Tentu saja termasuk “petunjuk” untuk mencari rezeki dari yang maha memiliki
segala pembendaharaan rezeki.
Ikhlas, Do’a dan
Harapan Memberi Spirit dalam Beribadah
Wacana-wacana yang menjadikan “kekurangberanian” atau
“kesungkanan” untuk meyakini keyakinan itu secara bulat, baik di praktek maupun
di teori (menjadi metode) adalah sebab ada wacana bahwa “Ibadah itu harus
ikhlas. Tidak boleh beribadah karna dunianya. Harus karena wajah NYA semata
“Katakanlah,
sesungguhnya shalatku, Ibadahku, hidupku dan matiku hanyalah untuk allah, Tuhan
semesta alam.” (QS. Al-An’aam162).
Kalau kalimatnya seperti diatas, siapa yang berani memberi
kritik? Siapa yang berani mengoreksi? Dan siapa yang berani memberi catatan?
Saya pun tidak akan berani. Apapun yang kita lakukan tentu harus mengikhlaskan
diri kita karena Allah semata.
Tapi tunggu dulu! Orang-orang yang mencari dunia milik Allah
lewat jalan ibadah pun tidak mesti juga serta merta dikatakan tidak ikhlas.
Bagaimana kalau mereka secara cerdas, “memisahkan” antara
keikhlasan dan do’a? “memisahkan” keikhlasan dengan harapan? Artinya ketika
mereka menjalankan, mereka tahu dengan ilmunya bahwa dengan beribadah, dunia
akan Allah dekatkan, Tapi pada saat yang sama, mereka beribadah sepenuh hati
kepada Allah.
Harapan pun dia gantungkan semata hanya kepada Allah.

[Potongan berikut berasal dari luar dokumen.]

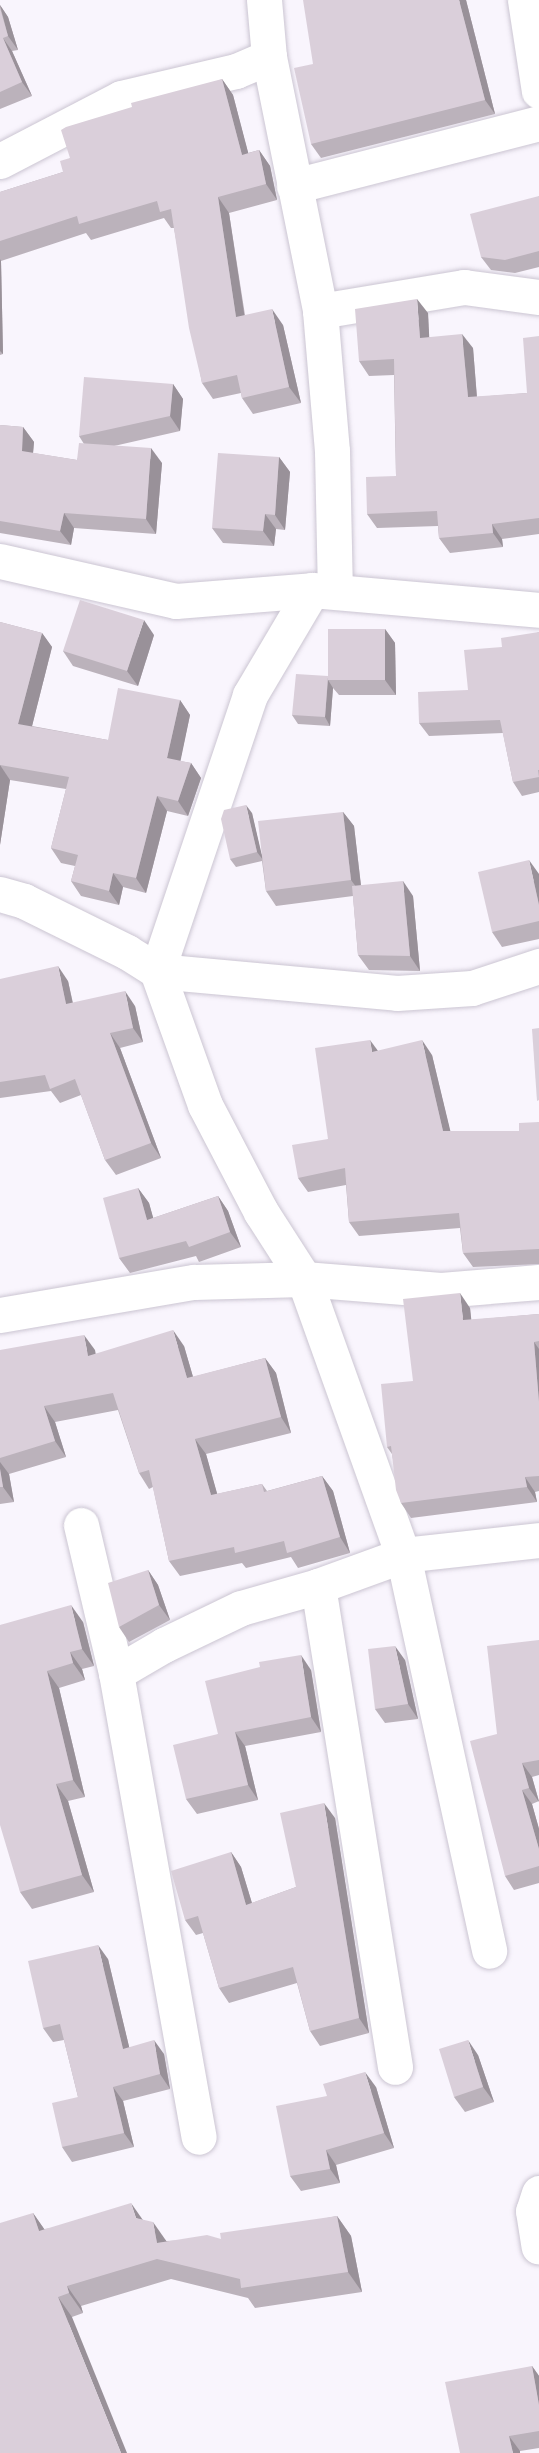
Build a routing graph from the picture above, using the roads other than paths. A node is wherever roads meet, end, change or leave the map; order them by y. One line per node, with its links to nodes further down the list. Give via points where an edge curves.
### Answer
1 (264, 0): 3 (street)
2 (525, 0): 4 (street)
3 (269, 57): 6 (street, via 236,71 121,98); 7 (street)
4 (539, 91)
5 (539, 123): 7 (street)
6 (0, 161)
7 (294, 186): 9 (street)
8 (539, 295): 9 (street, via 464,287)
9 (320, 311): 11 (street, via 332,451)
10 (0, 561): 11 (street, via 176,601)
11 (323, 591): 12 (street); 15 (street, via 250,695)
12 (539, 610)
13 (0, 894): 15 (street, via 24,901)
14 (539, 966): 15 (street, via 472,988 397,993)
15 (157, 971): 16 (street, via 205,1105 261,1212)
16 (304, 1279): 17 (street, via 441,1290); 18 (street, via 194,1282); 21 (street)
17 (539, 1282)
18 (0, 1315)
19 (81, 1525): 23 (street)
20 (539, 1540): 21 (street)
21 (403, 1555): 22 (street); 24 (street)
22 (318, 1586): 23 (street, via 241,1608); 25 (street)
23 (116, 1674): 26 (street)
24 (489, 1951)
25 (395, 2067)
26 (199, 2137)
27 (539, 2193): 28 (street, via 533,2211)
28 (539, 2247)

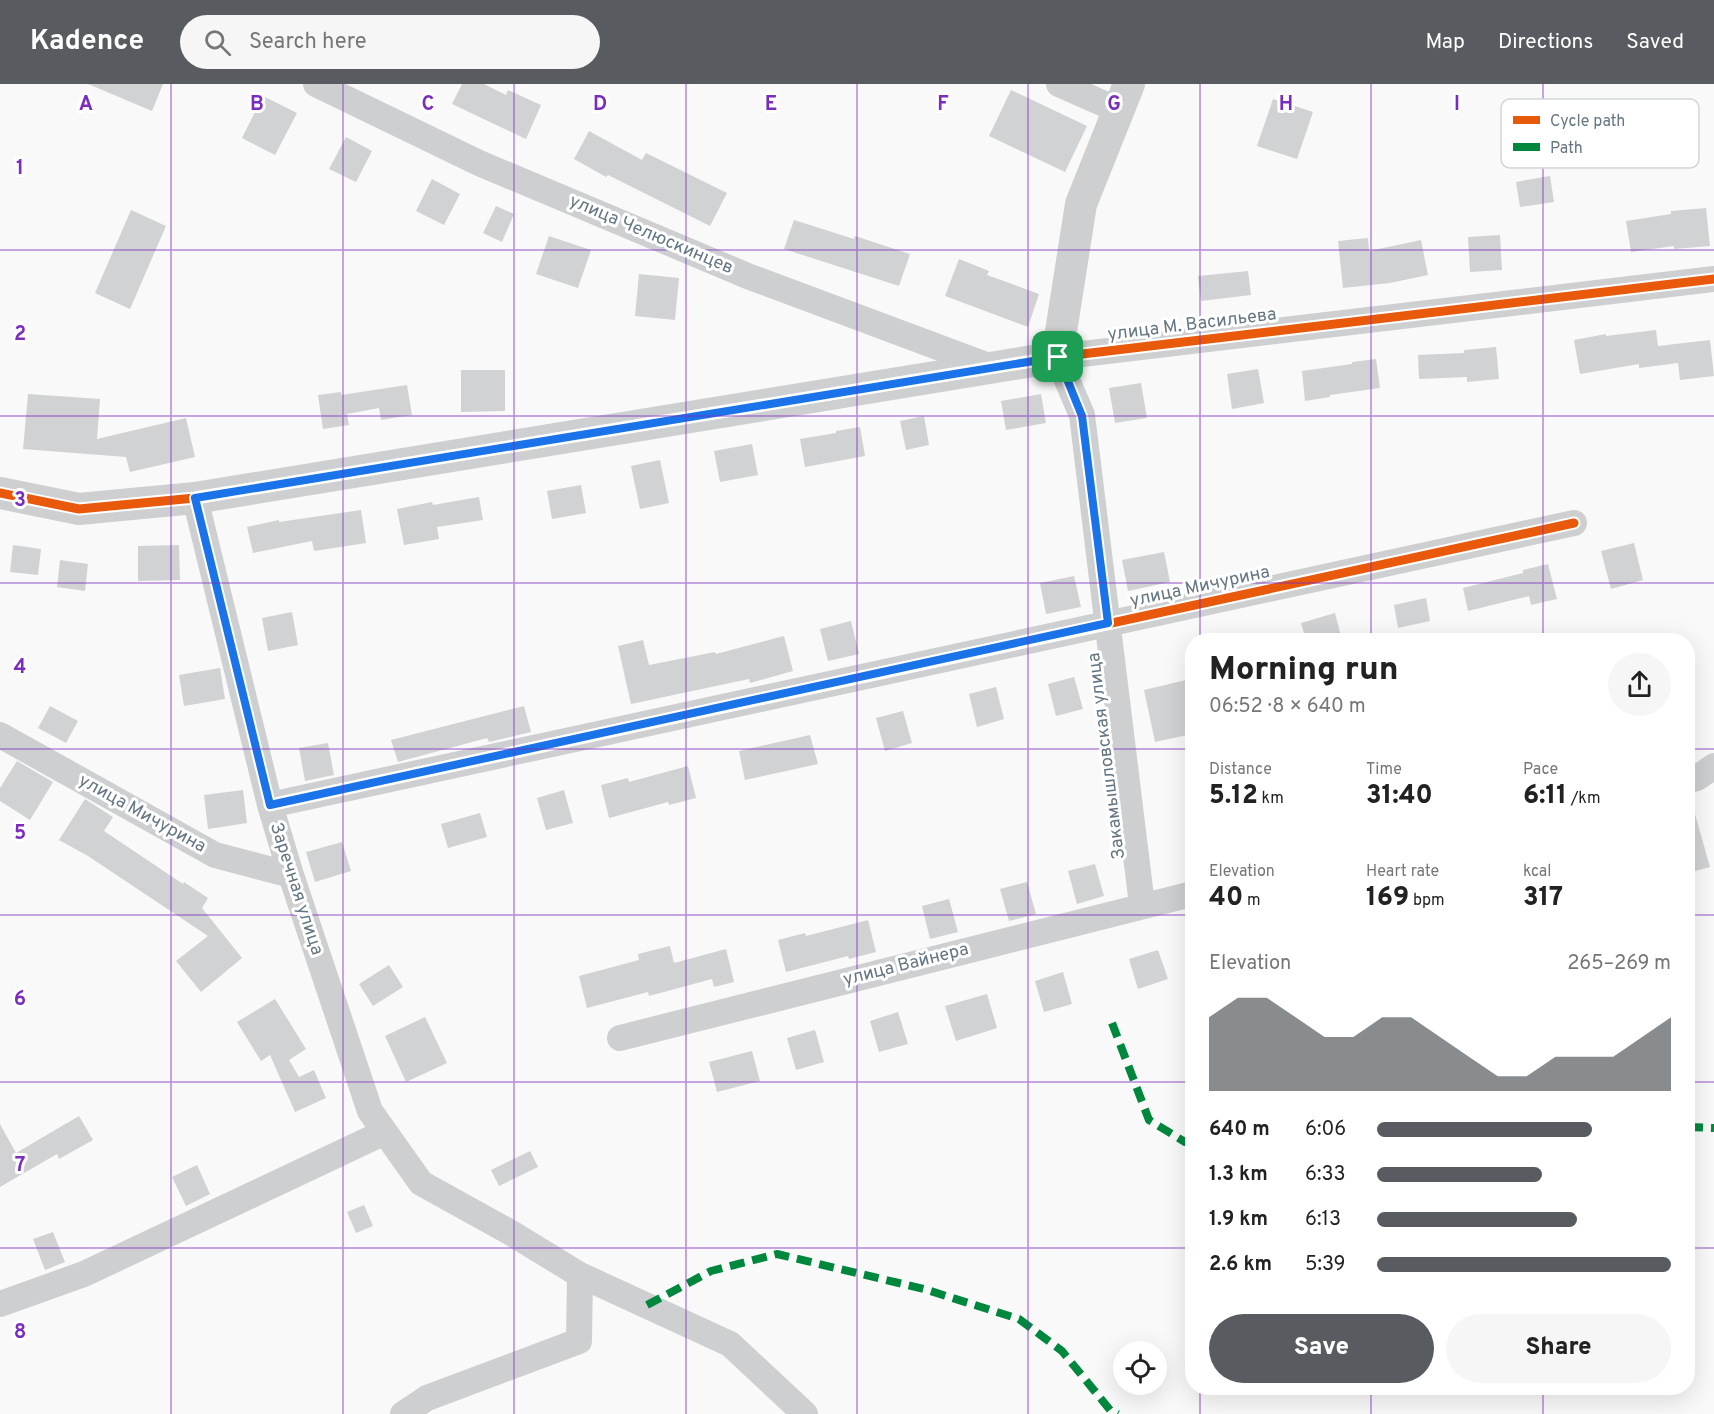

Bahwa dia menempuh jalan ibadah, sebab skarena Allah dan Rasul-NYA memberi
petunjuk demikian. Karenanya, harus percaya dan mengikutinya.
“Katakanlah, Hai
manusia sesungguhnya aku adalah utusan Allah kepadamu semua, yaitu Allah yang
mempunyai kerajaan langit dan bumi; tidak tuhan (yang berhak disembah) selain
DIA, yang menghidupkan dan mematikan, maka berimanlah kamu kepada Allah dan
Rasul-NYA, nsabi yang ummi yang beriman kepada Allah dan kepada
kalimat-kalimat-Nya (kitan-kitab-Nya) dan ikutilah dia, supaya kamu mendapat
petunjuk.” (QS. Al-A’raaf 158)
Contoh salah satu bentuk ibadah adalah sedekah. Lalu Allah
memberitahu bahwa kalau sedang disempitkan rezekinya, bersedakahlah. Nanti
Allah akan buat apa-apa yang sulit, menjadi mudah.
“dan orang yang
disempitkan rezekinya hendaklah memberi nafkah dari harta yang diberikan Allah
kepadanya. Allah tidak memikulkan beban kepada seseorang melainkan sekedar apa
yang Allah berikan kepadanya. Allah kelak akan memberikan kelapangan sesudah
kesempitan.” (QS. Ath-Thalaaq: 7)
Lalu, kita-kita yang sedang diberi nikmat kesulitan, percaya
dan berkenan mengikuti dengan harapan agar benar-benar kesulitan kita
dimudahkan Allah. Jalan –Nya yaitu jalan sedekah, kita turuti betul, alias kita
bersedekah.
Salahkah kita? Apakah kita disebut tidak ikhlas hanya karena
beribadah karena berharap akan kebenaran janji-Nya? Salahkah kita bila percaya
dengan omongan-Nya? Sama “iming-iming-Nya?” Salahkah juga kalau kita kemudian
bersedekah karena kepengen diberikan kemudahan atau karena kesulitan kita
pengen di hapus-Nya? Sedang ini adalah firman-Nya?.